Y Dios tuvo un sueño donde todos sus hijos e hijas nos honraríamos y nos ayudaríamos a levantarnos y crecer; y vio a su Hijo Único siendo levantado en una cruz y colgado del madero, objeto de burla y desprecio. Pero vio a un grupo de mujeres valientes, entre ellas a la madre de Jesús al pie de la Cruz, jugándose la vida y acompañando en esos momentos al Varón de Dolores. Vio a su Hijo elevando su débil voz al cielo y pidiendo perdón para sus asesinos porque “no sabían lo que hacían. Tengo sed… de amor y comprensión, pero no hay quien calme mi sed. Dios mío, ¿por qué me has abandonado?… Ya no te escucho ni te siento, qué lejos estás. No me dejes solo.” Era parte de la pasión experimentar la soledad de los pecadores que se han apartado de Dios. Tenía que pasar por eso y sentirse sólo sin Dios siendo Dios. Y morir y experimentar el Gran Silencio junto con los muertos que desde Adán ansiaban la salvación. Desde allí esperar ser resucitado por su Padre. Es el momento de la total impotencia, de sentir la nada, que eso es ser hombre sin la acción vivificadora de Dios, porque de Él dependemos para ser y existir. El que era y es Dios, el que hizo milagros tan grandes como resucitar a otros, ahora está allí (sin dejar de ser Dios) reducido a la total aniquilación de toda vitalidad y poder. La muerte de Cristo nos revela hasta dónde llega el Amor Misericordioso de Dios que se identifica con nosotros totalmente.

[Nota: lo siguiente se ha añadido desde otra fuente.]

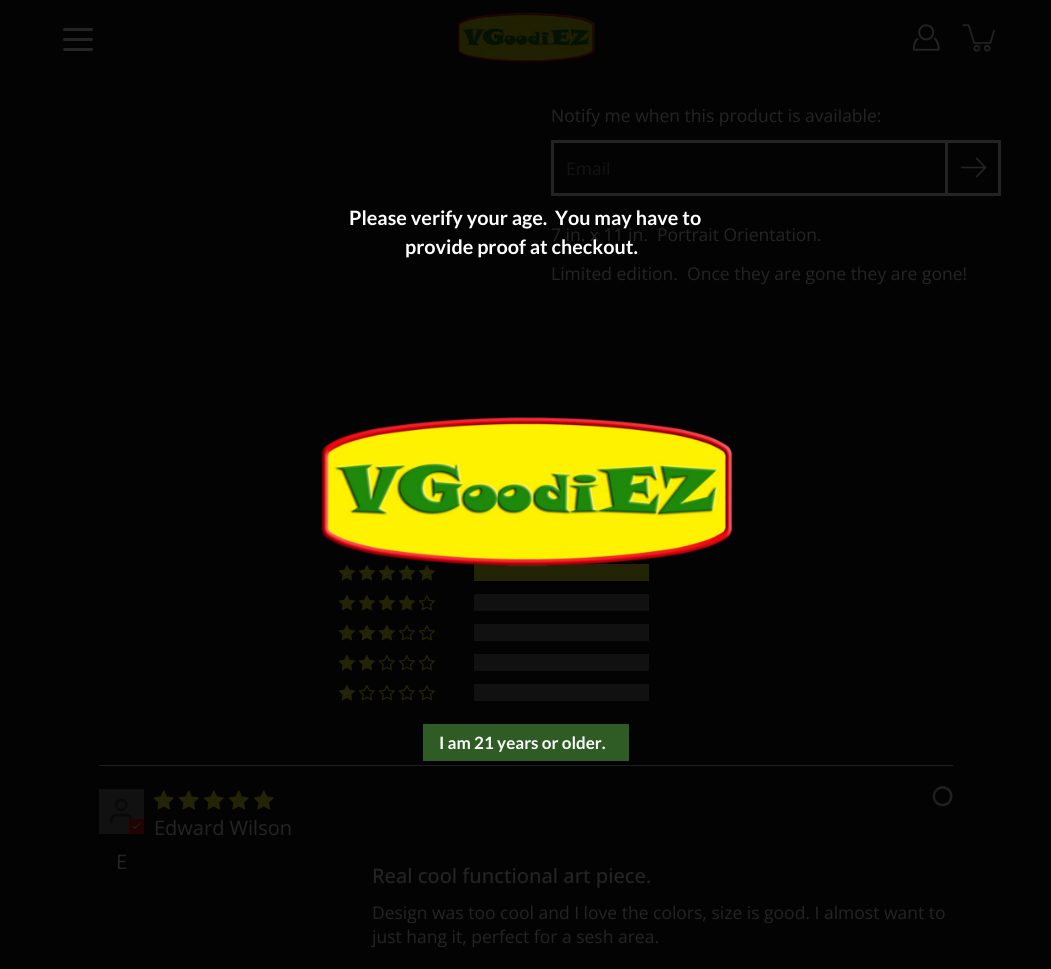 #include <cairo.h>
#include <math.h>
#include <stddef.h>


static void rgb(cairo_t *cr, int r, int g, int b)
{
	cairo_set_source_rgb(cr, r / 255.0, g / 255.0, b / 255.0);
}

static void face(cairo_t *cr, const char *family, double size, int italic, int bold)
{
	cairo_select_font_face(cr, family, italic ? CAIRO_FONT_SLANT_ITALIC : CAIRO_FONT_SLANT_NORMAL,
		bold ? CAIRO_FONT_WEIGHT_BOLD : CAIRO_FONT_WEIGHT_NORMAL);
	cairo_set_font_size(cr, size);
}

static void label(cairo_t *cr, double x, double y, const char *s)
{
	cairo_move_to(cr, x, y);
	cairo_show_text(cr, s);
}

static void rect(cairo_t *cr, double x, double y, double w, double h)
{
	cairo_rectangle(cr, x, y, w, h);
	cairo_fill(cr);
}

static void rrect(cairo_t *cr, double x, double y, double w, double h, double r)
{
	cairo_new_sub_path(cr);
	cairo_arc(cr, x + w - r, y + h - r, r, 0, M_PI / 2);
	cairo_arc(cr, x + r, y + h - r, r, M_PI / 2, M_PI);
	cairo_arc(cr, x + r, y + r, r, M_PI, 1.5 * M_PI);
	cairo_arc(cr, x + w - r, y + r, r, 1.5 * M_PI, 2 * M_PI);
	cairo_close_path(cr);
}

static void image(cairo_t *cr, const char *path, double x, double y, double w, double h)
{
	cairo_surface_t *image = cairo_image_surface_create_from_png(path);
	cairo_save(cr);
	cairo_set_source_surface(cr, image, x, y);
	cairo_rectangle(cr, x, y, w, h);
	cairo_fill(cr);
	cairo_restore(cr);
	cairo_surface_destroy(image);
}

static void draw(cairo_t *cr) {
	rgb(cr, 3, 3, 3);
	cairo_paint(cr);
	image(cr, "image0.png", 457, 12, 138, 51);
	rgb(cr, 36, 36, 36);
	rrect(cr, 63, 38, 30, 3, 1.5);
	cairo_fill(cr);
	rrect(cr, 63, 28, 30, 3, 1.5);
	cairo_fill(cr);
	rrect(cr, 63, 48, 30, 3, 1.5);
	cairo_fill(cr);
	image(cr, "image1.png", 913, 24, 27, 27);
	image(cr, "image2.png", 962, 24, 33, 28);
	face(cr, "Open Sans", 17.5, 0, 0);
	label(cr, 551, 122, "Notify me when this product is available:");
	cairo_rectangle(cr, 552.5, 141.5, 447, 53);
	cairo_set_line_width(cr, 3);
	cairo_stroke(cr);
	rgb(cr, 19, 19, 19);
	label(cr, 566, 175, "Email");
	cairo_rectangle(cr, 946.5, 141.5, 53, 53);
	rgb(cr, 36, 36, 36);
	cairo_stroke(cr);
	image(cr, "image3.png", 961, 157, 25, 21);
	label(cr, 551, 241, "7 in. x 11 in.  Portrait Orientation.");
	label(cr, 551, 280, "Limited edition.  Once they are gone they are gone!");
	image(cr, "image4.png", 338, 565, 17, 16);
	image(cr, "image4.png", 358, 565, 17, 16);
	image(cr, "image4.png", 378, 565, 17, 16);
	image(cr, "image4.png", 398, 565, 17, 16);
	image(cr, "image4.png", 418, 565, 17, 16);
	rgb(cr, 35, 35, 5);
	rect(cr, 474, 564, 175, 17);
	image(cr, "image4.png", 338, 595, 17, 16);
	image(cr, "image4.png", 358, 595, 17, 16);
	image(cr, "image4.png", 378, 595, 17, 16);
	image(cr, "image4.png", 398, 595, 17, 16);
	image(cr, "image5.png", 418, 595, 17, 16);
	rgb(cr, 17, 17, 17);
	rect(cr, 474, 594, 175, 17);
	image(cr, "image4.png", 338, 625, 17, 16);
	image(cr, "image4.png", 358, 625, 17, 16);
	image(cr, "image4.png", 378, 625, 17, 16);
	image(cr, "image5.png", 398, 625, 17, 16);
	image(cr, "image5.png", 418, 625, 17, 16);
	rect(cr, 474, 624, 175, 17);
	image(cr, "image4.png", 338, 655, 17, 16);
	image(cr, "image4.png", 358, 655, 17, 16);
	image(cr, "image5.png", 378, 655, 17, 16);
	image(cr, "image5.png", 398, 655, 17, 16);
	image(cr, "image5.png", 418, 655, 17, 16);
	rect(cr, 474, 654, 175, 17);
	image(cr, "image4.png", 338, 685, 17, 16);
	image(cr, "image5.png", 358, 685, 17, 16);
	image(cr, "image5.png", 378, 685, 17, 16);
	image(cr, "image5.png", 398, 685, 17, 16);
	image(cr, "image5.png", 418, 685, 17, 16);
	rect(cr, 474, 684, 175, 17);
	rgb(cr, 31, 31, 31);
	rect(cr, 99, 765, 854, 1);
	image(cr, "image6.png", 153, 790, 21, 20);
	image(cr, "image6.png", 178, 790, 21, 20);
	image(cr, "image6.png", 203, 790, 21, 20);
	image(cr, "image6.png", 228, 790, 21, 20);
	image(cr, "image6.png", 253, 790, 21, 20);
	cairo_new_path(cr);
	cairo_move_to(cr, 936.5, 790);
	cairo_curve_to(cr, 938.5, 788, 941.5, 787, 944, 787.5);
	cairo_curve_to(cr, 954.5, 789.5, 953, 805, 942.5, 805);
	cairo_curve_to(cr, 940, 805, 938, 804, 936.5, 802.5);
	rgb(cr, 33, 33, 33);
	cairo_set_line_width(cr, 2.5);
	cairo_stroke(cr);
	cairo_new_path(cr);
	cairo_move_to(cr, 936.5, 802.5);
	cairo_curve_to(cr, 933, 799, 933, 793.5, 936.5, 790);
	rgb(cr, 29, 29, 29);
	cairo_stroke(cr);
	face(cr, "Open Sans", 20, 0, 0);
	rgb(cr, 36, 36, 36);
	label(cr, 154, 835, "Edward Wilson");
	rgb(cr, 17, 17, 17);
	rect(cr, 99, 789, 45, 45);
	image(cr, "image7.png", 110, 798, 23, 26);
	rgb(cr, 32, 4, 4);
	rect(cr, 129, 819, 15, 15);
	image(cr, "image8.png", 132, 823, 8, 6);
	rgb(cr, 36, 36, 36);
	label(cr, 116, 869, "E");
	face(cr, "Open Sans Medium", 20, 0, 0);
	label(cr, 372, 883, "Real cool functional art piece.");
	face(cr, "Open Sans", 17.5, 0, 0);
	label(cr, 372, 919, "Design was too cool and I love the colors, size is good. I almost want to");
	label(cr, 372, 943, "just hang it, perfect for a sesh area.");
	face(cr, "Lato", 19.8, 0, 1);
	rgb(cr, 255, 255, 255);
	label(cr, 349, 225, "Please verify your age.  You may have to");
	label(cr, 405, 254, "provide proof at checkout.");
	image(cr, "image9.png", 321, 417, 412, 150);
	rgb(cr, 47, 91, 36);
	rect(cr, 423, 724, 206, 37);
	face(cr, "Lato", 17, 0, 1);
	rgb(cr, 255, 255, 255);
	label(cr, 439, 749, "I am 21 years or older.");
}

int main(void) {
	cairo_surface_t *surface = cairo_image_surface_create(CAIRO_FORMAT_RGB24, 1051, 969);
	cairo_t *cr = cairo_create(surface);
	cairo_font_options_t *options = cairo_font_options_create();
	cairo_font_options_set_hint_metrics(options, CAIRO_HINT_METRICS_OFF);
	cairo_font_options_set_hint_style(options, CAIRO_HINT_STYLE_NONE);
	cairo_set_font_options(cr, options);
	cairo_set_miter_limit(cr, 4);
	draw(cr);
	cairo_surface_write_to_png(surface, "render.png");
	cairo_font_options_destroy(options);
	cairo_destroy(cr);
	cairo_surface_destroy(surface);
	return 0;
}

Y Dios tuvo un sueño que tampoco se cumplió porque los poderes dados, que no son más que oportunidades de servicio que se concede a algunos para ayudar a otros, se convirtieron en dioses. El poder religioso del tiempo de Jesús lo condena a muerte “en nombre de Dios”, porque Jesús representaba un cambio total en la concepción religiosa y les hacía tambalear su posición e instalación. Jesús nos hizo ver que Dios no se deja amarrar ni controlar por ritos y espacios sacros, sino que lo podemos encontrar siempre y en cualquier lugar, si somos adoradores en espíritu y verdad. La ley y el templo eran en la práctica más importantes que Dios y estaban al servicio de un minúsculo grupo de estudiosos de la ley y especialistas del rito. El poder político que estaba centrado en el César y en el Imperio Romano vio en Jesús otra amenaza más a la estabilidad y seguridad e inclusive a las divinidades, y por eso hay que hacerlo desaparecer. El poder económico no olvidaba la expulsión de los mercaderes del Templo y la gran posibilidad de que Jesús les arruinara el negocio de “salvación” por compra de animales y su sacrificio. Y el “príncipe de las Tinieblas” se gozaba del espectáculo porque había podido envenenar las mentes de tanta gente y creía que con eso la Maldad había vencido a la Bondad.
Y Dios tuvo un sueño, porque no ha dejado de tenerlos, donde nosotros seguimos al Maestro con nuestra Cruz a cuestas por los caminos de la vida sin los apegos a poderes y estructuras de pecado, siendo los gestores gracias al Espíritu de una nueva humanidad, donde servimos a los demás con amor y vivimos en fraternidad. Donde agradecidos a lo que otros han hecho por nosotros nos alegramos de su felicidad y pagamos con amor nuestras deudas de caridad. Dios tuvo un sueño y la realización del mismo somos nosotros, que también debemos llegar al Calvario y dejarnos colgar en la pasión de la entrega por amor a los demás. En ese sueño, como Jesús, abrimos los brazos y aceptamos ser hermanos de toda la humanidad y entregamos la vida por un mundo mejor. Y gracias al poder de Dios resucitaremos como resucitó Jesús. ¡Somos el sueño de Dios!